- _Task_: Show every line in the entries below where the word "class" appears.

Start of Source data

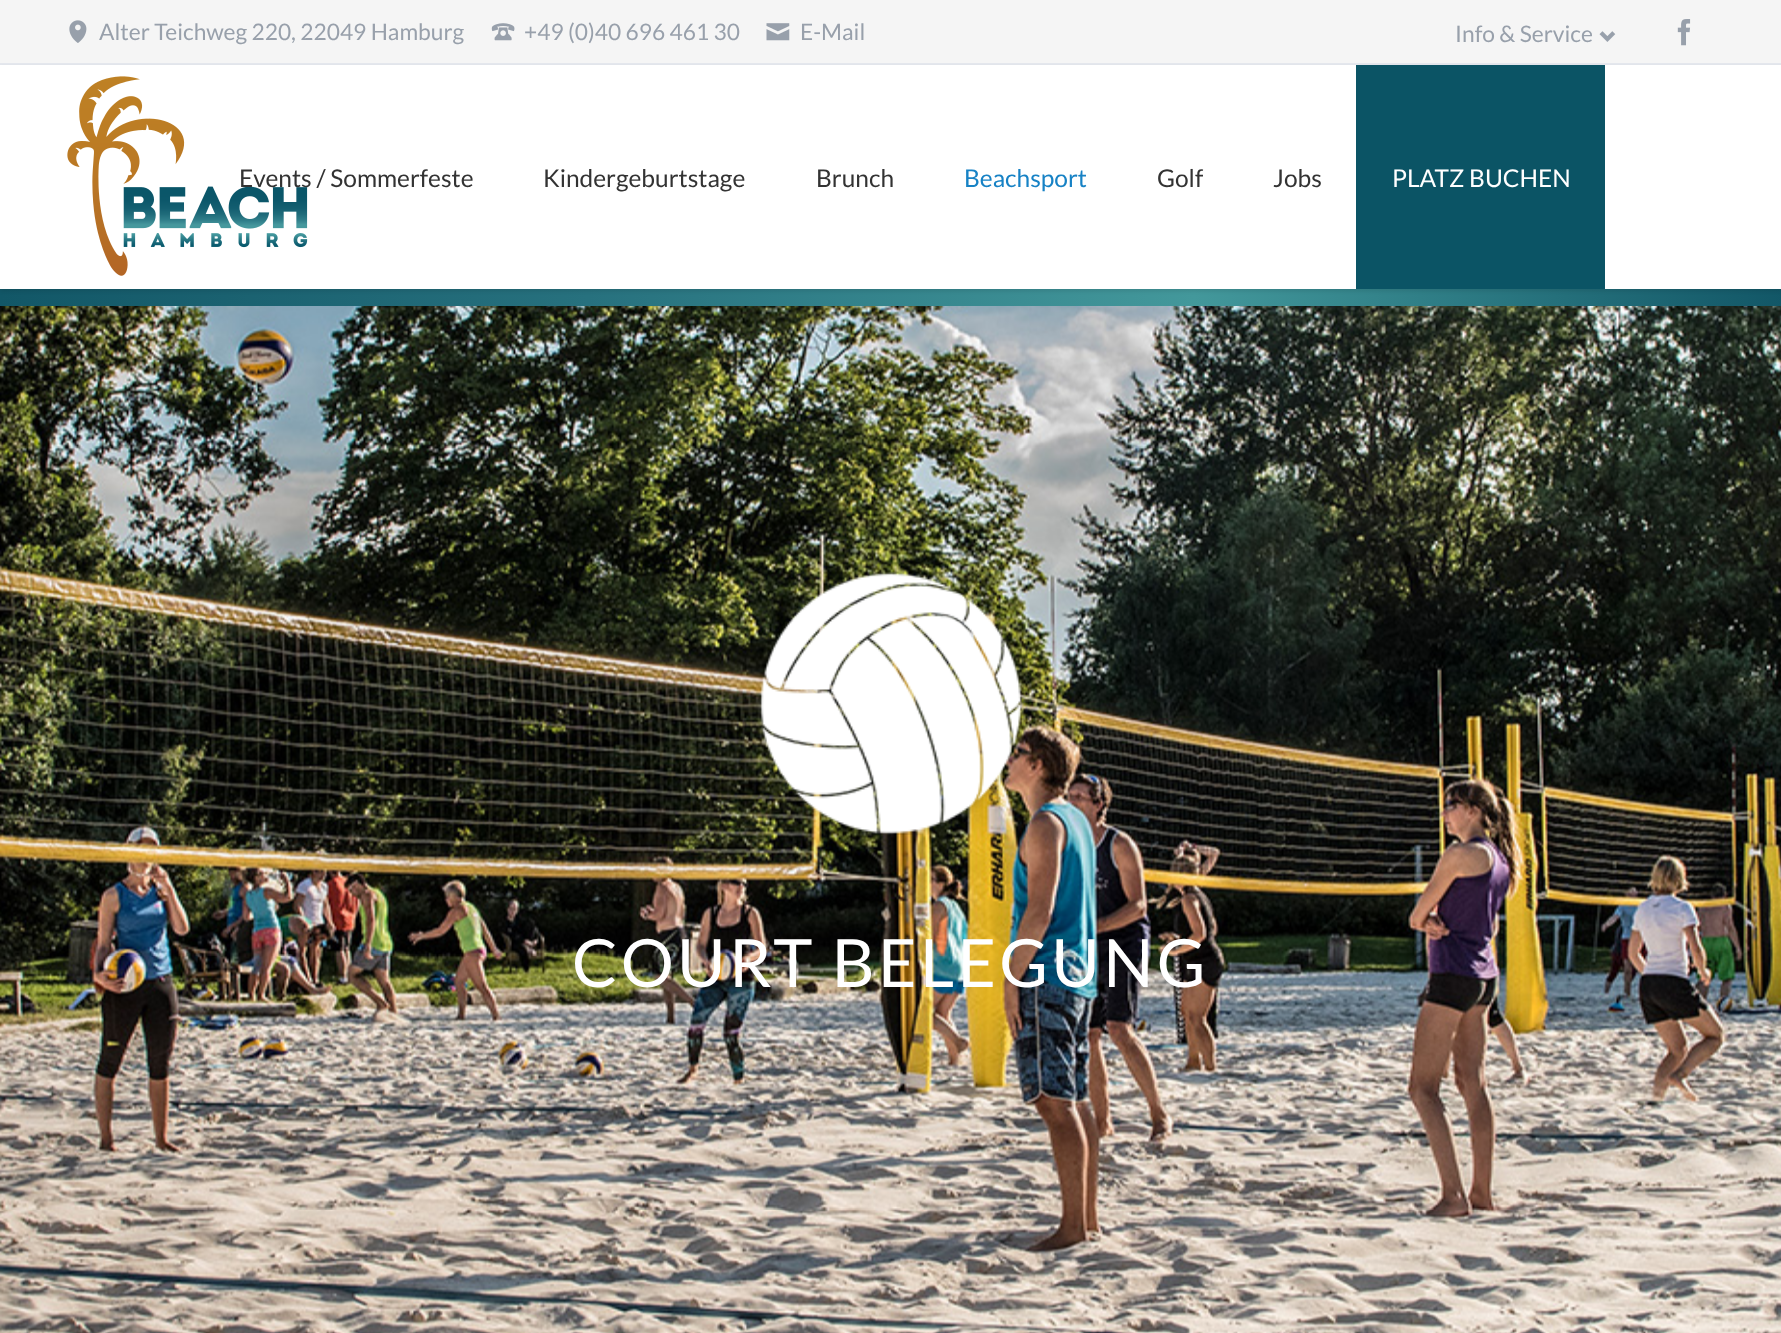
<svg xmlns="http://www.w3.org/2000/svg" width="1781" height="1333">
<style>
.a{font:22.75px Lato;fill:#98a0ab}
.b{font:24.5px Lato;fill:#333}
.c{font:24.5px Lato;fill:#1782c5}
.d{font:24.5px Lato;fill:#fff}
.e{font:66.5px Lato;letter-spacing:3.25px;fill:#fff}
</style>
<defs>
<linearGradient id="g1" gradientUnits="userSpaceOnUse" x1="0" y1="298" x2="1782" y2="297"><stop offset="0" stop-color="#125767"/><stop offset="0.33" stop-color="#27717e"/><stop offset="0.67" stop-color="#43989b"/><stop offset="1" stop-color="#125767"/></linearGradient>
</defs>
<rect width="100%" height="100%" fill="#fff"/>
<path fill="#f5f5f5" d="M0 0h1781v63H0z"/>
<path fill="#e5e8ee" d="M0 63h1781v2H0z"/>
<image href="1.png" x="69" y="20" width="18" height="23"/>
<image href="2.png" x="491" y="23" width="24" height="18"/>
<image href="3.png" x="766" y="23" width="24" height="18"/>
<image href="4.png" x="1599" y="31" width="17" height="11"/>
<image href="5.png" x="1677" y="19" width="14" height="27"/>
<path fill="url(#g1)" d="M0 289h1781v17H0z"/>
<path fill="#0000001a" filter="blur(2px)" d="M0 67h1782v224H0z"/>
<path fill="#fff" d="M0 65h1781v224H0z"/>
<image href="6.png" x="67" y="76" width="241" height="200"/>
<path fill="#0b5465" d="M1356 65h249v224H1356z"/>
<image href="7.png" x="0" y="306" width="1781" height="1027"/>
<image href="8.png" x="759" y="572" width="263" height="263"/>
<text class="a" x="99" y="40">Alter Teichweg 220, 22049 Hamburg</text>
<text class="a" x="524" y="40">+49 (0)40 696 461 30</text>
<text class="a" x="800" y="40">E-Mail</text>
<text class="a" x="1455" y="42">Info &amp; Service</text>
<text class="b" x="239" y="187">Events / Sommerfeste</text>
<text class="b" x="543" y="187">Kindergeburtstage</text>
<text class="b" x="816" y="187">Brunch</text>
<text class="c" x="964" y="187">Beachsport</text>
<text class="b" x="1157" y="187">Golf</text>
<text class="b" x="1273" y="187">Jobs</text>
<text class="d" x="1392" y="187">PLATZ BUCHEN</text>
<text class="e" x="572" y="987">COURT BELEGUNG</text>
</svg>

End of Source data

- _Written answer_:
<text class="a" x="99" y="40">Alter Teichweg 220, 22049 Hamburg</text>
<text class="a" x="524" y="40">+49 (0)40 696 461 30</text>
<text class="a" x="800" y="40">E-Mail</text>
<text class="a" x="1455" y="42">Info &amp; Service</text>
<text class="b" x="239" y="187">Events / Sommerfeste</text>
<text class="b" x="543" y="187">Kindergeburtstage</text>
<text class="b" x="816" y="187">Brunch</text>
<text class="c" x="964" y="187">Beachsport</text>
<text class="b" x="1157" y="187">Golf</text>
<text class="b" x="1273" y="187">Jobs</text>
<text class="d" x="1392" y="187">PLATZ BUCHEN</text>
<text class="e" x="572" y="987">COURT BELEGUNG</text>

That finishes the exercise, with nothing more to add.